- [What is expected]:
Transcribe all of the entries, matching each one exactly.

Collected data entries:
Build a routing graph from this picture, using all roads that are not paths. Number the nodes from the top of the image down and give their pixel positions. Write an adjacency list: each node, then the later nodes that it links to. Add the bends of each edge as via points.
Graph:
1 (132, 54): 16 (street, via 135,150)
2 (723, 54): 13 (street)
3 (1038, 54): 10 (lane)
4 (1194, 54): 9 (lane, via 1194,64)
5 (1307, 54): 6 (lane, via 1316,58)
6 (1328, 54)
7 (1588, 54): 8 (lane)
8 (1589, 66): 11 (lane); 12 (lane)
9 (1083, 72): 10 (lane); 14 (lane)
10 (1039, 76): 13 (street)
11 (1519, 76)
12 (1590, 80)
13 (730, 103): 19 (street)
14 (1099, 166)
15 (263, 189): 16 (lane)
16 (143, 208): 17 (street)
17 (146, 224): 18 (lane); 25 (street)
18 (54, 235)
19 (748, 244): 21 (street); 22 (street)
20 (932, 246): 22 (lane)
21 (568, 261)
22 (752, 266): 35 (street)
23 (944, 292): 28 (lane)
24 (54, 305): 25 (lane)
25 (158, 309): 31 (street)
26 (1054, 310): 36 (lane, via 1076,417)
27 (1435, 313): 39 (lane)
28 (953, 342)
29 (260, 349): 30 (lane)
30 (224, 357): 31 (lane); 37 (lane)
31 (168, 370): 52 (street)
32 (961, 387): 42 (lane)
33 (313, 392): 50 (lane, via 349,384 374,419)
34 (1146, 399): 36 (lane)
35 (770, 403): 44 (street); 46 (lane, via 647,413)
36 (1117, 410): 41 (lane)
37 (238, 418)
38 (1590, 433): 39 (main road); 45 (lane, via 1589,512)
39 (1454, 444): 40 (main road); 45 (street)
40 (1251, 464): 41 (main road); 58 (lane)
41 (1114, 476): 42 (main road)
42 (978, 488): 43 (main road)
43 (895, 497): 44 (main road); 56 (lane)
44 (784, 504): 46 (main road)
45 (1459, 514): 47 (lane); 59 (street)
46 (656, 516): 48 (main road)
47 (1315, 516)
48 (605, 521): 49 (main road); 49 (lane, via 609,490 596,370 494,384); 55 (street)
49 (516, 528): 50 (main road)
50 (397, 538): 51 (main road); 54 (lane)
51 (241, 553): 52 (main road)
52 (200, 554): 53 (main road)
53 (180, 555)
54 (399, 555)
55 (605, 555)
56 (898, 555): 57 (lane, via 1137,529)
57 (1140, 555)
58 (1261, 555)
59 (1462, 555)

- [Answer to the problem]:
Build a routing graph from this picture, using all roads that are not paths. Number the nodes from the top of the image down and give their pixel positions. Write an adjacency list: each node, then the later nodes that it links to. Add the bends of each edge as via points.
Graph:
1 (132, 54): 16 (street, via 135,150)
2 (723, 54): 13 (street)
3 (1038, 54): 10 (lane)
4 (1194, 54): 9 (lane, via 1194,64)
5 (1307, 54): 6 (lane, via 1316,58)
6 (1328, 54)
7 (1588, 54): 8 (lane)
8 (1589, 66): 11 (lane); 12 (lane)
9 (1083, 72): 10 (lane); 14 (lane)
10 (1039, 76): 13 (street)
11 (1519, 76)
12 (1590, 80)
13 (730, 103): 19 (street)
14 (1099, 166)
15 (263, 189): 16 (lane)
16 (143, 208): 17 (street)
17 (146, 224): 18 (lane); 25 (street)
18 (54, 235)
19 (748, 244): 21 (street); 22 (street)
20 (932, 246): 22 (lane)
21 (568, 261)
22 (752, 266): 35 (street)
23 (944, 292): 28 (lane)
24 (54, 305): 25 (lane)
25 (158, 309): 31 (street)
26 (1054, 310): 36 (lane, via 1076,417)
27 (1435, 313): 39 (lane)
28 (953, 342)
29 (260, 349): 30 (lane)
30 (224, 357): 31 (lane); 37 (lane)
31 (168, 370): 52 (street)
32 (961, 387): 42 (lane)
33 (313, 392): 50 (lane, via 349,384 374,419)
34 (1146, 399): 36 (lane)
35 (770, 403): 44 (street); 46 (lane, via 647,413)
36 (1117, 410): 41 (lane)
37 (238, 418)
38 (1590, 433): 39 (main road); 45 (lane, via 1589,512)
39 (1454, 444): 40 (main road); 45 (street)
40 (1251, 464): 41 (main road); 58 (lane)
41 (1114, 476): 42 (main road)
42 (978, 488): 43 (main road)
43 (895, 497): 44 (main road); 56 (lane)
44 (784, 504): 46 (main road)
45 (1459, 514): 47 (lane); 59 (street)
46 (656, 516): 48 (main road)
47 (1315, 516)
48 (605, 521): 49 (main road); 49 (lane, via 609,490 596,370 494,384); 55 (street)
49 (516, 528): 50 (main road)
50 (397, 538): 51 (main road); 54 (lane)
51 (241, 553): 52 (main road)
52 (200, 554): 53 (main road)
53 (180, 555)
54 (399, 555)
55 (605, 555)
56 (898, 555): 57 (lane, via 1137,529)
57 (1140, 555)
58 (1261, 555)
59 (1462, 555)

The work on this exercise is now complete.